All of the people with anaphylaxis in the New South Wales HPV vaccination program recovered completely. Most did so rapidly after administration of adrenaline and were asymptomatic by the time they reached the emergency department (20–60 minutes later). In such cases, primary care staff may need to rely on witness and patient history to obtain a complete clinical picture.
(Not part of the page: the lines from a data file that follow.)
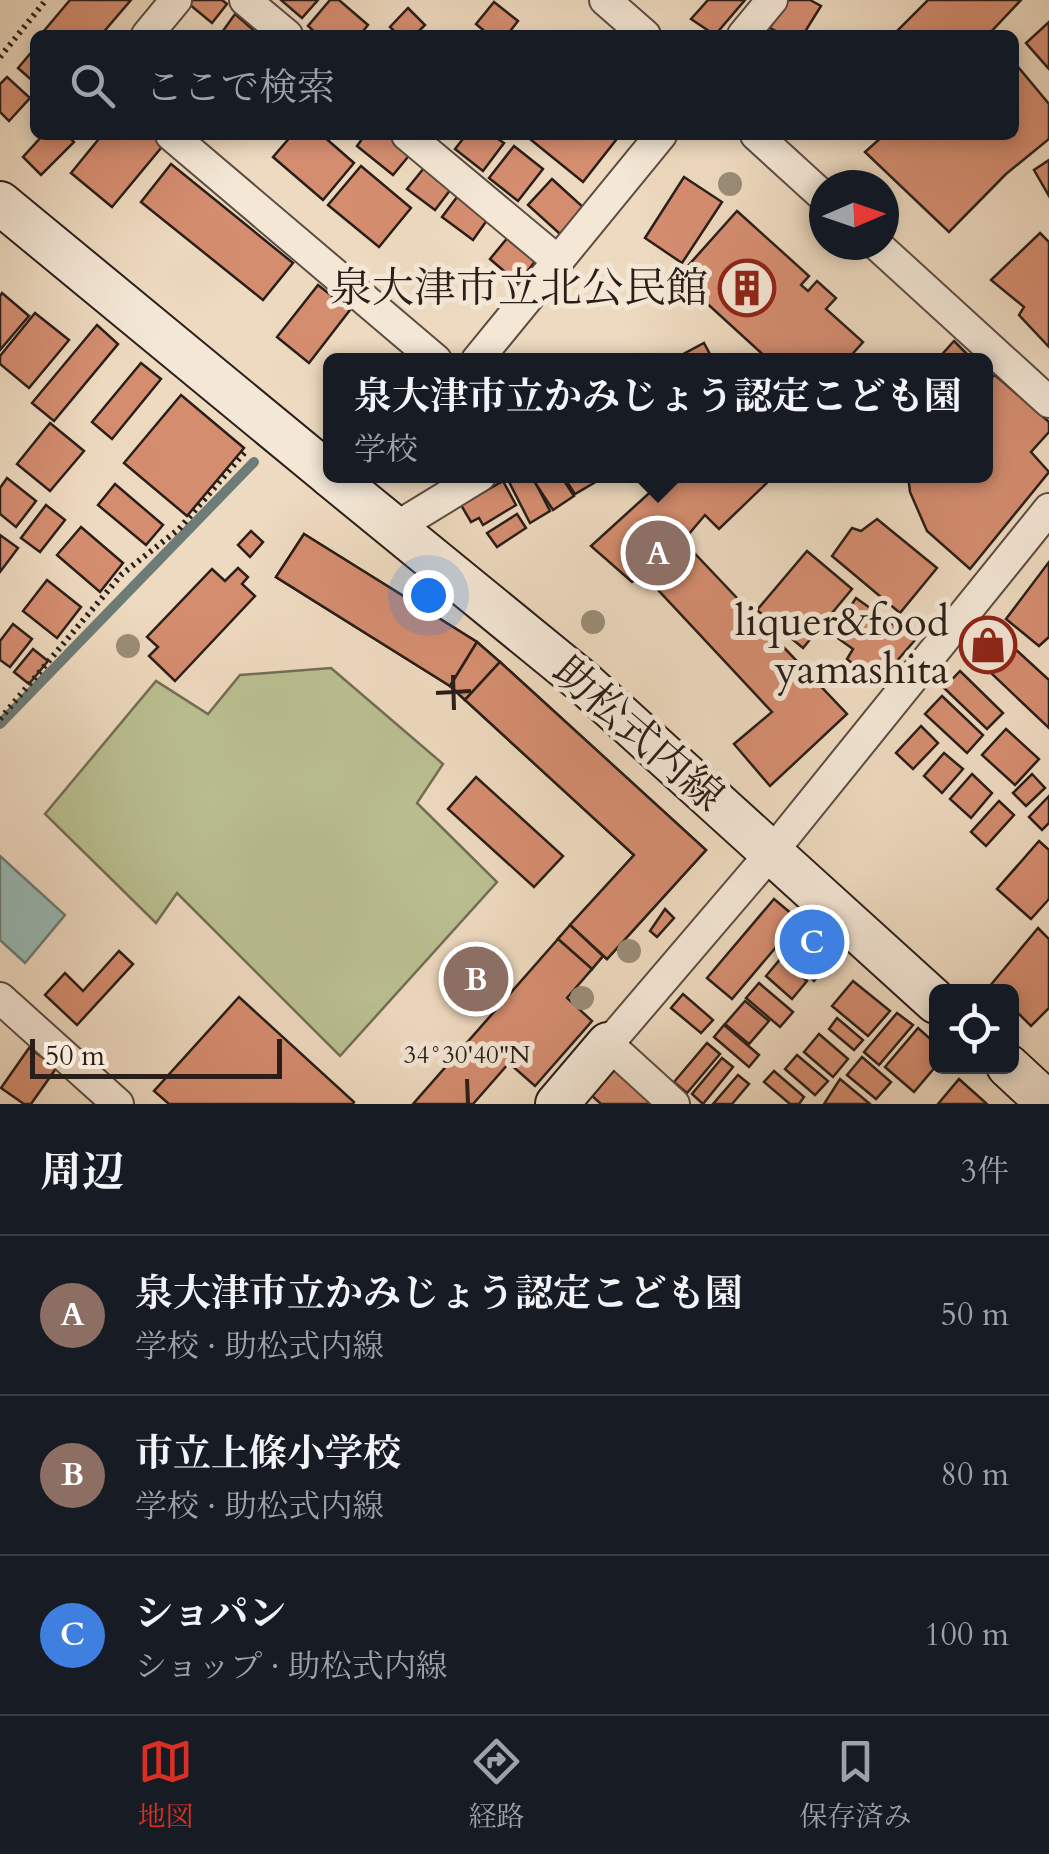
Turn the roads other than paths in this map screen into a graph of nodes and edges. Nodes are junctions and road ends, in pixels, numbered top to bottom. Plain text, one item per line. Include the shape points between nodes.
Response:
1 (176, 0) edge
2 (246, 0) edge
3 (605, 0) edge
4 (772, 0) edge
5 (150, 30) edge
6 (281, 30) edge
7 (639, 30) edge
8 (747, 30) edge
9 (177, 140) edge
10 (414, 140) edge
11 (657, 140) edge
12 (761, 140) edge
13 (809, 183) edge
14 (0, 203) edge
15 (893, 260) edge
16 (558, 261) junction
17 (428, 353) edge
18 (483, 353) edge
19 (1049, 402) edge
20 (323, 464) edge
21 (347, 483) edge
22 (469, 483) edge
23 (1049, 509) edge
24 (395, 528) junction
25 (772, 852) junction
26 (929, 996) edge
27 (0, 998) edge
28 (608, 1044) junction
29 (1017, 1074) edge
30 (118, 1104) edge
31 (557, 1104) edge
32 (674, 1104) edge
33 (1049, 1104) edge

1 - 5 street
2 - 6 street
3 - 7 street
4 - 8 street
9 - 17 street
10 - 16 street
11 - 16 street
12 - 13 street
14 - 20 street, 助松式内線
15 - 19 street
16 - 18 street
21 - 24 street, 助松式内線
22 - 24 street
23 - 25 street
24 - 25 street, 助松式内線 via 582,681
25 - 26 street, 助松式内線
25 - 28 street
27 - 30 street
28 - 31 street
28 - 32 street
29 - 33 street

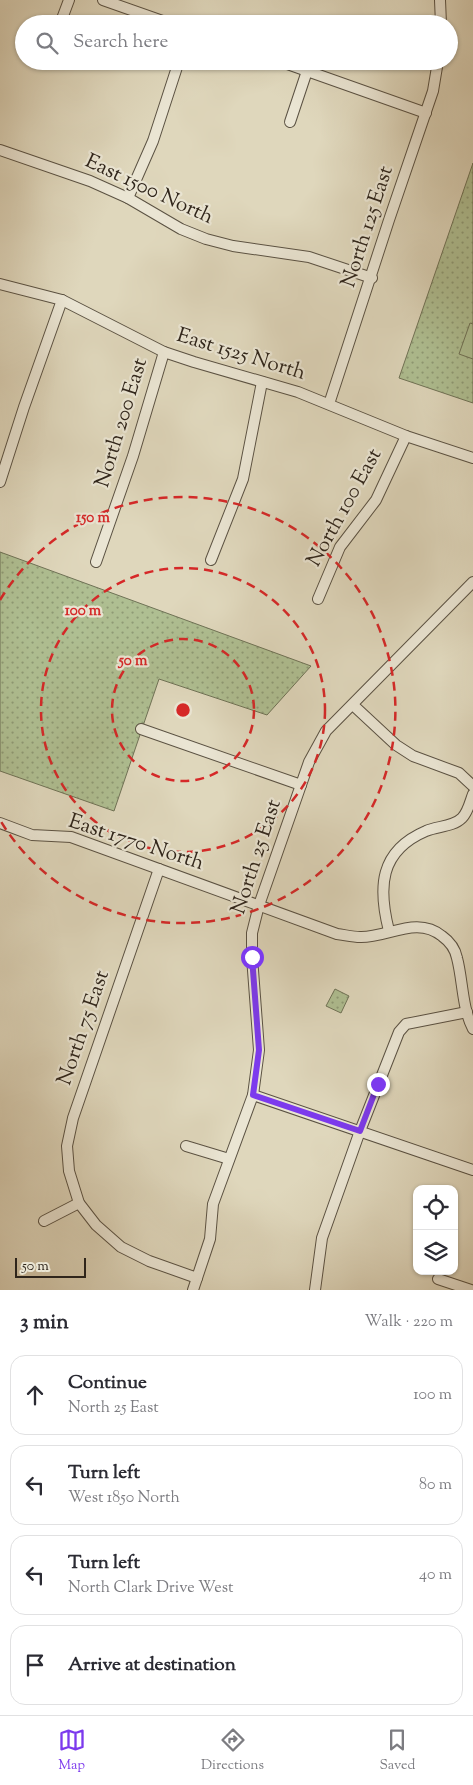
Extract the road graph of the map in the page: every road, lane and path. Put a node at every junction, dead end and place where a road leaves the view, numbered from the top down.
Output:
1 (69, 0) edge
2 (103, 0) edge
3 (440, 0) edge
4 (63, 15) edge
5 (146, 15) edge
6 (441, 15) edge
7 (177, 70) edge
8 (304, 70) edge
9 (437, 70) edge
10 (307, 71) junction
11 (426, 113) junction
12 (290, 122) dead end
13 (0, 150) edge
14 (128, 198) junction
15 (372, 278) junction
16 (0, 284) edge
17 (62, 300) junction
18 (164, 352) junction
19 (262, 382) junction
20 (330, 404) junction
21 (406, 436) junction
22 (473, 458) edge
23 (0, 482) edge
24 (211, 560) dead end
25 (96, 562) dead end
26 (473, 583) edge
27 (318, 599) dead end
28 (353, 705) junction
29 (141, 730) dead end
30 (301, 785) junction
31 (473, 786) edge
32 (473, 794) edge
33 (0, 823) edge
34 (159, 869) junction
35 (259, 905) junction
36 (389, 931) junction
37 (467, 1012) junction
38 (473, 1029) edge
39 (253, 1095) junction
40 (360, 1131) junction
41 (186, 1146) dead end
42 (229, 1159) junction
43 (473, 1170) edge
44 (79, 1203) junction
45 (44, 1221) dead end
46 (197, 1278) junction
47 (438, 1279) dead end
48 (193, 1290) edge
49 (315, 1290) edge
50 (471, 1290) edge

1 - 4 street
2 - 5 street
3 - 6 street
7 - 14 street
8 - 10 street
9 - 11 street, North 125 East
10 - 11 street
10 - 12 street
11 - 15 street, North 125 East
13 - 14 street, East 1500 North
14 - 15 street, East 1500 North
15 - 20 street, North 125 East
16 - 17 street, East 1525 North
17 - 18 street, East 1525 North
17 - 23 street
18 - 19 street, East 1525 North
18 - 25 street, North 200 East
19 - 20 street, East 1525 North
19 - 24 street
20 - 21 street, East 1525 North
21 - 22 street, East 1525 North
21 - 27 street, North 100 East
26 - 28 street, North 25 East
28 - 30 street, North 25 East
28 - 31 street
29 - 30 street
30 - 35 street, North 25 East
32 - 36 street
33 - 34 street, East 1770 North
34 - 35 street, East 1770 North
34 - 44 street, North 75 East
35 - 36 street, East 1770 North
35 - 39 street, North 25 East
36 - 37 street, East 1770 North
37 - 38 street
37 - 40 street
39 - 40 street
39 - 42 street, North 25 East
40 - 43 street
40 - 49 street
41 - 42 street
42 - 46 street, North 25 East
44 - 45 street
44 - 46 street, North 75 East
46 - 48 street, North 25 East
47 - 50 street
In July 2007, the package insert for the quadrivalent HPV vaccine was updated to reflect reports of anaphylaxis following HPV vaccination, and the product information has been updated internationally by the manufacturer. Following confirmation of the vaccine safety signal, all general practitioners in New South Wales were reminded via fax to be prepared for the occurrence of anaphylaxis following HPV vaccination and to have appropriate protocols and equipment available. Consent forms used in the school-based program include the small but real risk of anaphylactic reaction. In December 2007, the Therapeutic Goods Administration placed advice on its website alerting providers to the occurrence of anaphylaxis following HPV vaccination.41 In 2008, the New South Wales school-based HPV vaccination program is targeted to girls aged 12–15 years. As of May 2008, 181 235 doses of HPV vaccine have been administered and 78 adverse events following vaccination have been reported. Twenty-two cases of “allergic reaction” have been reported, but no reports of anaphylaxis have been received.